Nos sentamos tímidamente para tener una conversación. Ella entrelazaba los dedos de sus manos y yo, con los ojos cerrados para ponerme en su lugar. Su dulce voz abrió el compás. Lizbeth Guevara participó del Programa Emprendedores Banesco. Tiene 37 años y es madre soltera de tres niñas: Grace de 14 años, Diana de 13 años y Andrea de 11 años. Actualmente, está por terminar dos carreras, ambas relacionadas con el turismo.

Hace más nueve años incursionó en el emprendimiento y hoy tiene un negocito en su casa en Tanara, Chepo que ofrece: impresión de documentos, fotocopias, levantado de texto y venta de láminas; servicio que funciona perfectamente para su clientela cautiva de estudiantes.

Los emprendedores tienen la facultad natural de diversificar su emprendimiento, de innovar. A corto plazo, Lizbeth aspira a desarrollar un pequeño internet café que complemente el resto de sus servicios y aumente los ingresos de su negocio. “Me gusta ayudar, siempre me ha gustado servir, a pesar de mi discapacidad”, dice evidentemente entusiasmada.

Como invidente, ha estado involucrada en apoyar a las personas de igual condición, desde múltiples esferas. Y como no hay límites más que los que nos imponemos en la mente, también ha representado a Panamá en juegos paraolímpicos. Aunque ya está retirada, en algún momento desea retomar su afición por el “golball”, el único deporte creado específicamente para personas ciegas o con baja visión.

La voz de Lizbeth es la de muchos que precisan ser incluidos, a pesar de sus circunstancias físicas o particulares. “No me gusta que se aprovechen, ni el menosprecio a las personas con discapacidad”. La pregunta relevante para ellos es qué pueden hacer y no asumir lo que les limita como un impedimento. Por experiencia ella sabe que solo se dice “no puedo”, cuando ya lo has intentado, tal y como se lo inculca a sus hijas.

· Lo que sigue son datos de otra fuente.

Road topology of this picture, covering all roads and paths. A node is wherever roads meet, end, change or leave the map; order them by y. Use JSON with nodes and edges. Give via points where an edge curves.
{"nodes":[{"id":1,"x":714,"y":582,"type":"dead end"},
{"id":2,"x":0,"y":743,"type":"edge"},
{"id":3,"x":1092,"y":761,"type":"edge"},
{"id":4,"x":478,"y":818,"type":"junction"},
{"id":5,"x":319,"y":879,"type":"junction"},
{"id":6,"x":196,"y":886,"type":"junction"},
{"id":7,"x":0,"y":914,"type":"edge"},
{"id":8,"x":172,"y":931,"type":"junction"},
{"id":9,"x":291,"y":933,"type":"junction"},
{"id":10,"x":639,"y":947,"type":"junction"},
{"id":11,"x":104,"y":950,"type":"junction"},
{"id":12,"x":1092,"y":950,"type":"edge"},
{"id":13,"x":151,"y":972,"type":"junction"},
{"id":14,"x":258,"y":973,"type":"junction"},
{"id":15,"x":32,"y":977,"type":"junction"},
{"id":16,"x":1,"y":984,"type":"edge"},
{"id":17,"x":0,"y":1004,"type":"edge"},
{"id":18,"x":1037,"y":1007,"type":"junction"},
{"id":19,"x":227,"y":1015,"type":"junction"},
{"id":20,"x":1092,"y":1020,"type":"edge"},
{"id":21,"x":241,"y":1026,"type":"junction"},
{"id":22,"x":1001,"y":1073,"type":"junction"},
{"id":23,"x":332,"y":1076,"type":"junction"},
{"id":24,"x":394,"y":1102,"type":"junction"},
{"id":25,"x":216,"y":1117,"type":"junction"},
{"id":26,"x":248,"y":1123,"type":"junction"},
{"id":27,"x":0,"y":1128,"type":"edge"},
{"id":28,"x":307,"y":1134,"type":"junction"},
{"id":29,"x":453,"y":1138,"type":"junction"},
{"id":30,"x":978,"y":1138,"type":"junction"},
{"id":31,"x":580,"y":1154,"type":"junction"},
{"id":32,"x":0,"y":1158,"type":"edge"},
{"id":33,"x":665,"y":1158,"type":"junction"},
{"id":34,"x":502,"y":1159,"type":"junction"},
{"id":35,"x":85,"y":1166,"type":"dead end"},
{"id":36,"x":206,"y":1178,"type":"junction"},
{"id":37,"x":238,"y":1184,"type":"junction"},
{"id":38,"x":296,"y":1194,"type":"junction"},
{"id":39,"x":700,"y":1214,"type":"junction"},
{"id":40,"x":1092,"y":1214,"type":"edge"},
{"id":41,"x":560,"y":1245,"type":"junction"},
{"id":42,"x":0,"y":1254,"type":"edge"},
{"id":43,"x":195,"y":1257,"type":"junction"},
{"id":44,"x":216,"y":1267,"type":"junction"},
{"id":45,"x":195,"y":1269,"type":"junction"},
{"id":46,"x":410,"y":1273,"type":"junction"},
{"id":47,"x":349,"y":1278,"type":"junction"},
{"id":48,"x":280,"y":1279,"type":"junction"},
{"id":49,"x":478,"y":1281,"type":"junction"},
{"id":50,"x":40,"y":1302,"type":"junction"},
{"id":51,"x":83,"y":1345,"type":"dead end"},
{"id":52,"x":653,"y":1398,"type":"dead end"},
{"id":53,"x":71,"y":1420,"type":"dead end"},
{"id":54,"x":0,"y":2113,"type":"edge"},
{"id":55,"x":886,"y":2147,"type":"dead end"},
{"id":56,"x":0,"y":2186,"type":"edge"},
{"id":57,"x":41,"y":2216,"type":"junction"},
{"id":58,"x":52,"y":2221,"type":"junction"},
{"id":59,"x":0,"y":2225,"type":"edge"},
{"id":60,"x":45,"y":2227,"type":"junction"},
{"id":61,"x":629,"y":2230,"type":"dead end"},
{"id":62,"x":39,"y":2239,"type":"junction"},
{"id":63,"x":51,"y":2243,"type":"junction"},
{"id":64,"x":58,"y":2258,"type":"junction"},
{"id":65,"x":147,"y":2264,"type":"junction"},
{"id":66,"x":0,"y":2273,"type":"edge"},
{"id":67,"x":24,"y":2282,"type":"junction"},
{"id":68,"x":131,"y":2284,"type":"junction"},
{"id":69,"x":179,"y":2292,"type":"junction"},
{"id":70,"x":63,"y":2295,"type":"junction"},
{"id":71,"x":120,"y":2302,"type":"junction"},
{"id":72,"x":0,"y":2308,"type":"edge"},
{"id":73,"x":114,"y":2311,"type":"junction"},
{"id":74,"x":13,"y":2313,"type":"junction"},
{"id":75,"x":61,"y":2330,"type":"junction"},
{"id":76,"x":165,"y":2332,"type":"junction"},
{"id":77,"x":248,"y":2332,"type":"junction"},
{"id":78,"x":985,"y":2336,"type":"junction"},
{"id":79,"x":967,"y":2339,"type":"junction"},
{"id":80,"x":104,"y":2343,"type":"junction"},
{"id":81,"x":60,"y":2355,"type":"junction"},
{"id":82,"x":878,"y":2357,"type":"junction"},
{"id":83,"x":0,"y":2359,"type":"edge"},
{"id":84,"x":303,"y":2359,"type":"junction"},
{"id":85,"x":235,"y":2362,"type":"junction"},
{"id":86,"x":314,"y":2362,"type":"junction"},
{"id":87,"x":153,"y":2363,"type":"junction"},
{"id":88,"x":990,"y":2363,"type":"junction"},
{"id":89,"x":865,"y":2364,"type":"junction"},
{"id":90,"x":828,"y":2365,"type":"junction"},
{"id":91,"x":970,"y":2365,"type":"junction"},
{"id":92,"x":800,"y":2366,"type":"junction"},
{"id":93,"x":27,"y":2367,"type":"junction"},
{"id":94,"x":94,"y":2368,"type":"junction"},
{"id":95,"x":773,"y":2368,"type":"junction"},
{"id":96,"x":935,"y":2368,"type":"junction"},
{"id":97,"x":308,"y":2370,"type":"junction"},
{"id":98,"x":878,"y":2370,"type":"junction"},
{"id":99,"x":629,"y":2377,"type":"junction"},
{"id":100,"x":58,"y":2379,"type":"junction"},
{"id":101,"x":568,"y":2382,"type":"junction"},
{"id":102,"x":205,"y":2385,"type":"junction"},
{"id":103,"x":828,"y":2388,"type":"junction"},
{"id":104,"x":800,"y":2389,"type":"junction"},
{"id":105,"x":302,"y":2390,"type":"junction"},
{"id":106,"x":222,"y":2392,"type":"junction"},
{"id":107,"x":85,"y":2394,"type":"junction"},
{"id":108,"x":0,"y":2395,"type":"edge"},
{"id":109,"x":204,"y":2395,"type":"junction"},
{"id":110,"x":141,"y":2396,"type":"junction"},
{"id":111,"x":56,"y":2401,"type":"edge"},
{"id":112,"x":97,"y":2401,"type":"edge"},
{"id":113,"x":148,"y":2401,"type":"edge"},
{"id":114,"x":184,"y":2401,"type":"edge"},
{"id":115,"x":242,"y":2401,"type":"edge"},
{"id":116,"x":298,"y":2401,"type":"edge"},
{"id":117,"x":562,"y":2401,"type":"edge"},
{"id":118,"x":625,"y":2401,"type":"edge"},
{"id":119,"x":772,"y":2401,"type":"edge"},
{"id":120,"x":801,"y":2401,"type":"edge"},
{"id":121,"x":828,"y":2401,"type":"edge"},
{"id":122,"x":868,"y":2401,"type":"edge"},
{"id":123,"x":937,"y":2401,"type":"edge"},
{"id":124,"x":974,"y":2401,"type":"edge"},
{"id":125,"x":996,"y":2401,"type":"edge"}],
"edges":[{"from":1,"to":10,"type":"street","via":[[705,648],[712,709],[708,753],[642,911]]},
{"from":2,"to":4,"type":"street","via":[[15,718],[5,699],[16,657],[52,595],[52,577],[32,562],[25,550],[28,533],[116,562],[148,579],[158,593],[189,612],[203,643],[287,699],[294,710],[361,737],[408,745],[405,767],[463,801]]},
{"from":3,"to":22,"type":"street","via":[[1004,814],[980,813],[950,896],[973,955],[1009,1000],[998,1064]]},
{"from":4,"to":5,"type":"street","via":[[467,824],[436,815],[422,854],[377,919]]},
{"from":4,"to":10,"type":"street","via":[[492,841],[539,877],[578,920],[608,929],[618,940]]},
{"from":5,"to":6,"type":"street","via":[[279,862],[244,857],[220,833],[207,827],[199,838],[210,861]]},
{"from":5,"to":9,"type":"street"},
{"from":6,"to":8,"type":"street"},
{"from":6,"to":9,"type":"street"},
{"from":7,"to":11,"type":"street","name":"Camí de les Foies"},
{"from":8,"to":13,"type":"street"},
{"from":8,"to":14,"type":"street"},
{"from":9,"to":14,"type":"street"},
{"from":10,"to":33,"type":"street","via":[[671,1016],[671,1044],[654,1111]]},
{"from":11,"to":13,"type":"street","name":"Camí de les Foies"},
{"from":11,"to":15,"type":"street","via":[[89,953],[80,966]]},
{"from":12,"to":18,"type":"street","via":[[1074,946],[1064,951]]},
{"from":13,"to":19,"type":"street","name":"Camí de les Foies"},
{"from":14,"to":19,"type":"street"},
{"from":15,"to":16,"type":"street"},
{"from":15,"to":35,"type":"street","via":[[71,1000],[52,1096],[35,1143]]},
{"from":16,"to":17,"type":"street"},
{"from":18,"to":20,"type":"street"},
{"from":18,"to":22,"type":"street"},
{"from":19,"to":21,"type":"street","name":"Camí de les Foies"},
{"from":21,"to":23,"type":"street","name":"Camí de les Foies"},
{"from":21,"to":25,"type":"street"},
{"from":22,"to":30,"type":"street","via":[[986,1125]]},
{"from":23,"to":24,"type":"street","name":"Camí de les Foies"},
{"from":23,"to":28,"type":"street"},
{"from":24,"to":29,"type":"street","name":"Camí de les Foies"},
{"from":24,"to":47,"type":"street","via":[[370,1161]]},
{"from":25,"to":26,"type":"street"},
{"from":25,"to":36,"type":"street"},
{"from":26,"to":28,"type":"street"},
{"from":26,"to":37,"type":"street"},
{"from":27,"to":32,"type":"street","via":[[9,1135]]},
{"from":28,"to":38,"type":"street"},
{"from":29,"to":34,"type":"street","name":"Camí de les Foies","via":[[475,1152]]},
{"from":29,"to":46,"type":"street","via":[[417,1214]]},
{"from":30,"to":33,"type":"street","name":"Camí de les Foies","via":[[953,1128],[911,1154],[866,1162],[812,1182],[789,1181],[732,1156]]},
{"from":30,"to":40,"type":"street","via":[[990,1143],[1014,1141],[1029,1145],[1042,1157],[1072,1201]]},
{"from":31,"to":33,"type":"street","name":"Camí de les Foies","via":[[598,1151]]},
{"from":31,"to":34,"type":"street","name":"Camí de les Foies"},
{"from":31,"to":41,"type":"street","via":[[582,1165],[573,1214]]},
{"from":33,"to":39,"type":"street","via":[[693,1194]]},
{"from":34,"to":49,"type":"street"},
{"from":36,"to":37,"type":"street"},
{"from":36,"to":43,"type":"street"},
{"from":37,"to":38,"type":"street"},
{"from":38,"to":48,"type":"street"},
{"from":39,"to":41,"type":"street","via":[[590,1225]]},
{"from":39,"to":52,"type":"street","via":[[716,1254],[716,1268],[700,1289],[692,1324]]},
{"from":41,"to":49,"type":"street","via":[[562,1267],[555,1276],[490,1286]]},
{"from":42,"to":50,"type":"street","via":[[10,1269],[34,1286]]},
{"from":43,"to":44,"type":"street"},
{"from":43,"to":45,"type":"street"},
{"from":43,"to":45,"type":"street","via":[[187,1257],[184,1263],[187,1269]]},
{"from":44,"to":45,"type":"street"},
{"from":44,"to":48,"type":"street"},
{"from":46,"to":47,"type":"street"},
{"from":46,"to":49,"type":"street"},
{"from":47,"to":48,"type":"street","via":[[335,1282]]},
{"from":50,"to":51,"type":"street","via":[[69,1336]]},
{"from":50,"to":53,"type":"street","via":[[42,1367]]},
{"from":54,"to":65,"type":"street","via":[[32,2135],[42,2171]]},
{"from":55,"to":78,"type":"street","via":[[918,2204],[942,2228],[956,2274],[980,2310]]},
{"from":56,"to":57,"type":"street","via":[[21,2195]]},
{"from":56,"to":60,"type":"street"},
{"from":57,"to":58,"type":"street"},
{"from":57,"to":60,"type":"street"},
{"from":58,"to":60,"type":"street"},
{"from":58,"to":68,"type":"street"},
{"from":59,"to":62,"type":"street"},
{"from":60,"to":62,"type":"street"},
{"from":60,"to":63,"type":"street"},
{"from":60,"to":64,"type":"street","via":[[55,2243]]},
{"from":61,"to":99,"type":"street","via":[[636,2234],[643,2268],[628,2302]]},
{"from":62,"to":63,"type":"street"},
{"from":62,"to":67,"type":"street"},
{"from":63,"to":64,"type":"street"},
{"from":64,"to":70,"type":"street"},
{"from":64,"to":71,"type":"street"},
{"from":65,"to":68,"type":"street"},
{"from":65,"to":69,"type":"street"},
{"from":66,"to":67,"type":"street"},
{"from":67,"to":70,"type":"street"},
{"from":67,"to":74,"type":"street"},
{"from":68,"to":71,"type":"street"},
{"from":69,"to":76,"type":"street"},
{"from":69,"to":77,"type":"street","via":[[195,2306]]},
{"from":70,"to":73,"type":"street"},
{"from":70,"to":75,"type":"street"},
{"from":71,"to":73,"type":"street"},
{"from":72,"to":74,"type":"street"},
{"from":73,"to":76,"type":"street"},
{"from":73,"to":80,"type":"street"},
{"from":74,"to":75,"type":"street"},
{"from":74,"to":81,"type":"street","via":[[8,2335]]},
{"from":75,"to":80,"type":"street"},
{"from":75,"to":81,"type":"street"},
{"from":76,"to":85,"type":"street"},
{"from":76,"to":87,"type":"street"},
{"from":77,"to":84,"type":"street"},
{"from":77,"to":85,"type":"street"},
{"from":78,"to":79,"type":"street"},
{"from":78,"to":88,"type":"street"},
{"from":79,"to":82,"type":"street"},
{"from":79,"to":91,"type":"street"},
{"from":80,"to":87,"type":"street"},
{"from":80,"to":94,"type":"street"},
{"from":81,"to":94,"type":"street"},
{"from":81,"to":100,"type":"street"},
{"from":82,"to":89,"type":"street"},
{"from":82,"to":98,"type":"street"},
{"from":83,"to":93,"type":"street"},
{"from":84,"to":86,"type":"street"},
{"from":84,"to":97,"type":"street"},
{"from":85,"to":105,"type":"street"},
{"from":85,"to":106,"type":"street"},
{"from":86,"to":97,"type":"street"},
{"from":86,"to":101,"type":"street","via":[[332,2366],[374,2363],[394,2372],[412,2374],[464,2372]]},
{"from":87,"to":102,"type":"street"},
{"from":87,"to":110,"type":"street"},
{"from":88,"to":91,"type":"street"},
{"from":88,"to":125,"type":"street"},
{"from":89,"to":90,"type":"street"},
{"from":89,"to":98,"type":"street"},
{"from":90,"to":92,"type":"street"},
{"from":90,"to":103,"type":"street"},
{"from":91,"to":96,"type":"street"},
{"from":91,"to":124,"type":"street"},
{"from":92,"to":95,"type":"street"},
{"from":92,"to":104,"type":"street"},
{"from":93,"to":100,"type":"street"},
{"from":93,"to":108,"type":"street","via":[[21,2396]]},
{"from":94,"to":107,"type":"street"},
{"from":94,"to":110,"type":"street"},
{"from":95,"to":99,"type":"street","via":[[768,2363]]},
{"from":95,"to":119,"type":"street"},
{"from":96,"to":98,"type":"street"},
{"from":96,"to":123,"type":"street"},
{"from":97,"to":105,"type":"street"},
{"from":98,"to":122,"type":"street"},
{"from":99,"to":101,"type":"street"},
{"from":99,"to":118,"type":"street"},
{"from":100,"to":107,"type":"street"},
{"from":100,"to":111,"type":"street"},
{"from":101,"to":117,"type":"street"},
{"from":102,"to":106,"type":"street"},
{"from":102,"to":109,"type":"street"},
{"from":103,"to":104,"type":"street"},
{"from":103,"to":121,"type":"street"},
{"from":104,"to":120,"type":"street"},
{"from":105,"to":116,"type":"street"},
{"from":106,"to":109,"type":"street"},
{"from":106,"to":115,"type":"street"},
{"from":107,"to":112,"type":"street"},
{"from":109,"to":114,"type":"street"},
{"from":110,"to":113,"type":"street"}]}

“La vida depende mucho de cómo la vemos y ya sabemos que hay muchas formas de ver. En ocasiones los videntes nos ponemos obstáculos subjetivos y damos algunas cosas por hecho que nos hacen perder su verdadero sentido”, comentó. Para Lizbeth un buen día inicia desde el momento en que abre sus ojos y es mucho mejor cuando está con sus hijas. “Puedo tener todos los problemas del mundo, pero mientras tenga vida y salud, esos problemas son un paseo para mí”.

Es muy fácil abrazar la forma en que ve y afronta su camino, su afán de conocimiento (ahora aprende sobre ajedrez), su espíritu emprendedor y su pasión por servir. El ejemplo está basado más en los hechos que en las palabras y como dijo Jules Gouncourt: “El más largo aprendizaje de todas las artes es aprender a ver”.